Yes, It’s Happening in New Jersey …
But that by itself no excuse for pension fraud:
Timothy Carroll retired at age 33. He claimed he was “totally and permanently” disabled by the trauma of seeing dead bodies while working as a sheriff’s officer in Morris County, New Jersey.
“I suffer from crime scene flashbacks and hallucinations due to all the years I served as a crime scene detective,” stated Carroll in his disability application.
The real shock is Carroll then started a business that cleans up gory crime scenes, a New Jersey Watchdog investigation found. Yet the state continues to pay him a disability pension for life, a sum that could total $1 million or more.

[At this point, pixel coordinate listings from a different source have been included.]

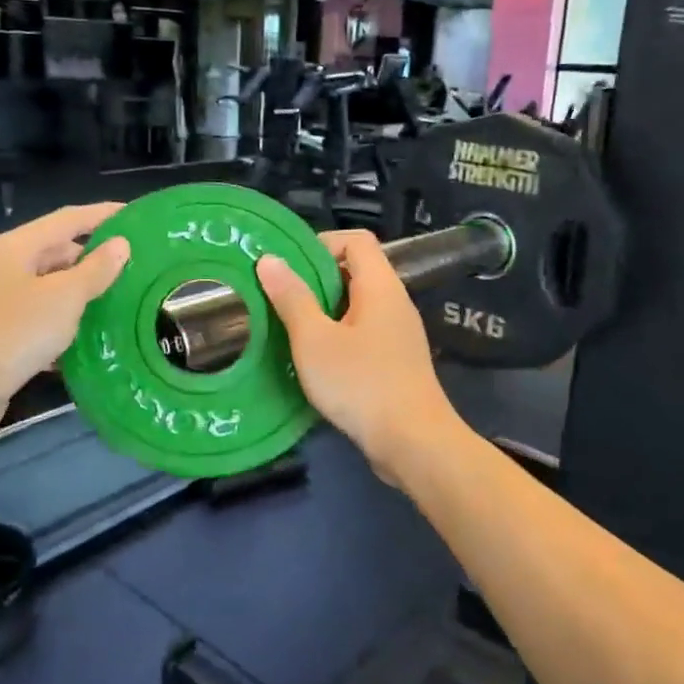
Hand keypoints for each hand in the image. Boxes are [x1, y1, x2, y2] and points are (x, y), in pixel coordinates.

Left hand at [0, 203, 130, 404]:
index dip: (103, 215)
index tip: (138, 217)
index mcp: (17, 247)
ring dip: (85, 295)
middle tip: (138, 269)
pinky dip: (67, 325)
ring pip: (53, 289)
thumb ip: (95, 270)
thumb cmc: (11, 333)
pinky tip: (95, 339)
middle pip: (59, 253)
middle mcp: (6, 268)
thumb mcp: (63, 298)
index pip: (68, 219)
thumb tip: (120, 245)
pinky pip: (43, 320)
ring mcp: (1, 303)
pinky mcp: (2, 335)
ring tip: (125, 302)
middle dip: (97, 259)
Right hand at [257, 229, 462, 478]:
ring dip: (324, 311)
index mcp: (380, 286)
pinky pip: (364, 333)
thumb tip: (270, 259)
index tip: (288, 265)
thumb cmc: (361, 383)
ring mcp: (399, 334)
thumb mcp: (314, 339)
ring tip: (289, 327)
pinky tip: (314, 359)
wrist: (413, 442)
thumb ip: (292, 298)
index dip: (321, 243)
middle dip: (316, 279)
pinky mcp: (396, 362)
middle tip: (279, 296)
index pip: (356, 240)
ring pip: (357, 306)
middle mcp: (395, 302)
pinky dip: (338, 336)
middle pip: (356, 271)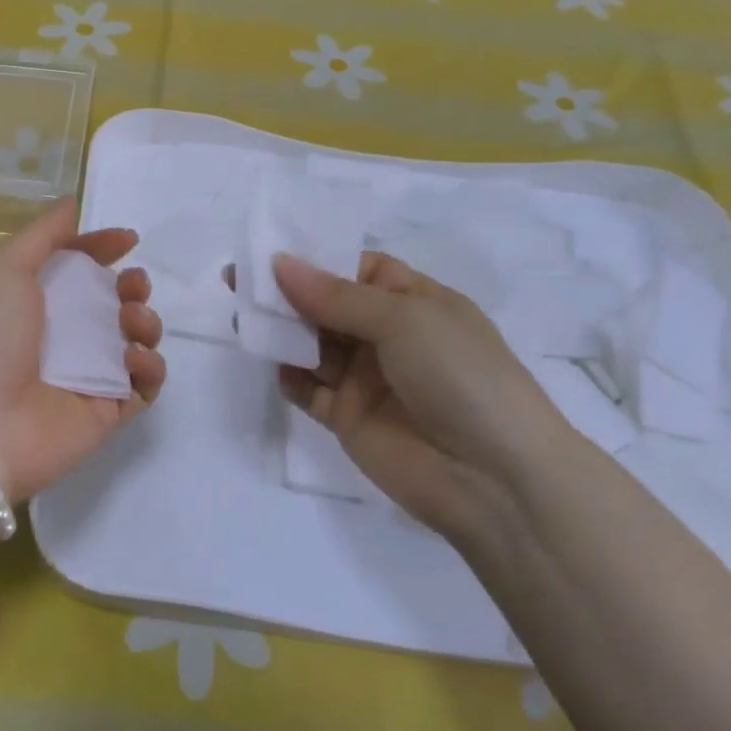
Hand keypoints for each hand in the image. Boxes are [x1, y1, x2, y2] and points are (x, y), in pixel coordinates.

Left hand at [0, 199, 165, 501]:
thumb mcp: (5, 266)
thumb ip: (43, 233)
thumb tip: (73, 204)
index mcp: (35, 302)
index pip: (79, 269)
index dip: (102, 250)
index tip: (127, 241)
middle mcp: (62, 338)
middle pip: (113, 305)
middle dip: (133, 287)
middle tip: (132, 286)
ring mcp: (86, 377)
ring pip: (135, 342)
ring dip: (146, 322)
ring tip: (131, 320)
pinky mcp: (106, 413)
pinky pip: (143, 386)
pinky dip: (149, 368)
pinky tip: (132, 359)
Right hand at [271, 252, 573, 532]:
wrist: (492, 478)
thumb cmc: (459, 376)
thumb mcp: (404, 319)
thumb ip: (335, 296)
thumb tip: (279, 264)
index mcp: (414, 301)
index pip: (357, 268)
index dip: (316, 259)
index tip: (268, 251)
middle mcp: (388, 335)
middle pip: (327, 305)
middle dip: (286, 293)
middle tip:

Carroll’s company, Tragic Solutions LLC of Linden, N.J., specializes in removing human residue from “bloody and/or messy” scenes, including “murder, suicide, accidental, natural and decomposing deaths,” according to its website. He formed the business with Thomas Rohling, another former Morris sheriff’s officer who draws a state disability pension.

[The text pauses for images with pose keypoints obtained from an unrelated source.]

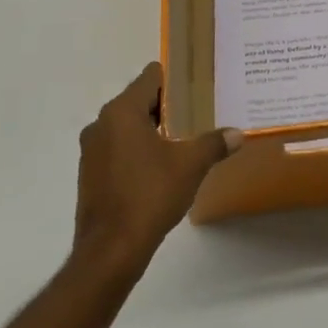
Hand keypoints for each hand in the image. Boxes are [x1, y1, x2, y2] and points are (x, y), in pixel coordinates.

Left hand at [74, 64, 241, 270]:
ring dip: (151, 131)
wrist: (111, 249)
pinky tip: (159, 169)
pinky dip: (137, 152)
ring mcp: (91, 151)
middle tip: (196, 114)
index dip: (173, 79)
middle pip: (138, 101)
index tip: (195, 87)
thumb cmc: (150, 195)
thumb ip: (214, 144)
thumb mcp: (190, 166)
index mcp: (122, 112)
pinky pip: (117, 150)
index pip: (149, 78)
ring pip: (126, 127)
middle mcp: (101, 124)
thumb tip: (237, 134)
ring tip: (182, 141)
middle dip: (166, 107)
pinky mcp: (89, 175)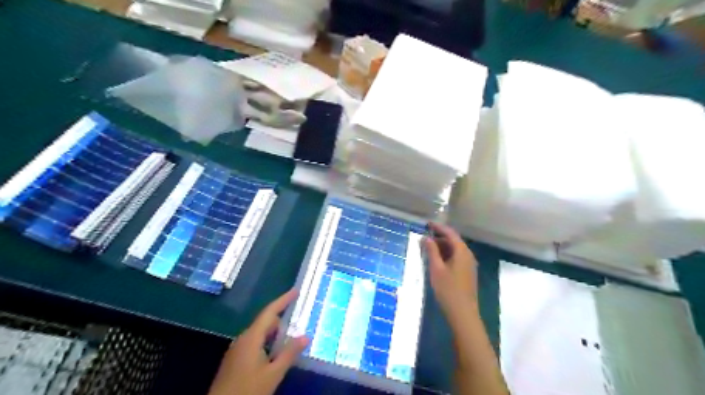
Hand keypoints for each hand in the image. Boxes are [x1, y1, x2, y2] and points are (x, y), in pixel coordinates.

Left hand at [208, 290, 308, 394]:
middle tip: (299, 318)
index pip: (270, 312)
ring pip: (260, 334)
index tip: (296, 291)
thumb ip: (289, 353)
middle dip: (282, 319)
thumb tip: (306, 336)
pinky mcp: (235, 360)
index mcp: (252, 337)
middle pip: (265, 322)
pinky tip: (275, 353)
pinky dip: (267, 342)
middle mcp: (243, 339)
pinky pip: (254, 343)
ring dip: (275, 333)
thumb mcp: (273, 373)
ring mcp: (237, 349)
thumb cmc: (247, 390)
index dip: (283, 300)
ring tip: (291, 337)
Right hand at [423, 224, 478, 318]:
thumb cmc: (448, 290)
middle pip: (453, 241)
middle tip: (424, 237)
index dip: (439, 227)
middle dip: (439, 237)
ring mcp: (469, 265)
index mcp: (462, 252)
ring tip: (427, 248)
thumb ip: (432, 251)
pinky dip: (446, 255)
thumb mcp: (436, 269)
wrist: (463, 313)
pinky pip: (456, 258)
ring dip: (442, 247)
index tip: (427, 224)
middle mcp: (468, 255)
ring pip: (455, 250)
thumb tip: (426, 238)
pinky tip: (436, 260)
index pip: (450, 233)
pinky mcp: (467, 273)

“I really don’t want to comment on this,” Carroll told NBC 4 New York, New Jersey Watchdog’s partner on the investigation.

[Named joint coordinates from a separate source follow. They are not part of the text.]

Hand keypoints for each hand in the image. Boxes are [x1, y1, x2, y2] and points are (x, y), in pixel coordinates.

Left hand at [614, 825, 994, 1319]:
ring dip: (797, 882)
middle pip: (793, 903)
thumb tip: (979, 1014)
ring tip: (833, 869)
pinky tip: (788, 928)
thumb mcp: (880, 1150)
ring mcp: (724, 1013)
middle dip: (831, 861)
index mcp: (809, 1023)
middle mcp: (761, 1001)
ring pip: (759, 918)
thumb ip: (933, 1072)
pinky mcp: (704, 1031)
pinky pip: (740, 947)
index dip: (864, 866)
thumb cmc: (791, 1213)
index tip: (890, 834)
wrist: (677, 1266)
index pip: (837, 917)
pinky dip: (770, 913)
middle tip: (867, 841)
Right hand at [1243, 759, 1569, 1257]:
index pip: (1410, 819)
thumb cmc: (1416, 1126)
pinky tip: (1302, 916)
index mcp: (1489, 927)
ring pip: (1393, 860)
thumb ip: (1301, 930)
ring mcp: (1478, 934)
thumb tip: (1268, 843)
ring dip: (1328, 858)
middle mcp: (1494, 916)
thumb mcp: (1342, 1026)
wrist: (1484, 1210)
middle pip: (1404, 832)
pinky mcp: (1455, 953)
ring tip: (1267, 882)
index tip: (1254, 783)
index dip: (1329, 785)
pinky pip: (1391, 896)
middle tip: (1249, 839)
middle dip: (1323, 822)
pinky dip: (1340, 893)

“This says there is a problem with the whole pension system, the way the whole system is set up,” said John Sierchio, a trustee of the state Police and Firemen’s Retirement System (PFRS).
PFRS paid out $175 million to 5,067 disabled retirees in 2011—figures expected to rise when 2012 data are released.
Disability applications received by the PFRS have doubled in the past year—and 95 percent of those claims are questionable, according to Sierchio.
The supposedly career-ending incidents have included a fireman who fell out of bed while sleeping, an officer who fell off his chair while sitting down, cops who slipped on wet floors or icy sidewalks, and a patrolman who suffered emotional trauma because his lieutenant yelled at him during roll call.
“It’s people who don’t want to work anymore,” said Sierchio, a Bloomfield police sergeant who has served on the PFRS board since 2002. “The last two officers shot in New Jersey are back to work, but the guy who trips over a curb is sitting on a beach getting two-thirds (of salary) tax-free.”
I’m going to be bold and guess that this level of pension fraud is not helping New Jersey’s fiscal situation in any way. And of course, you’ve got to wonder how many other states are having similar problems.
Maybe it’s time for Chris Christie to get on this case. Loudly.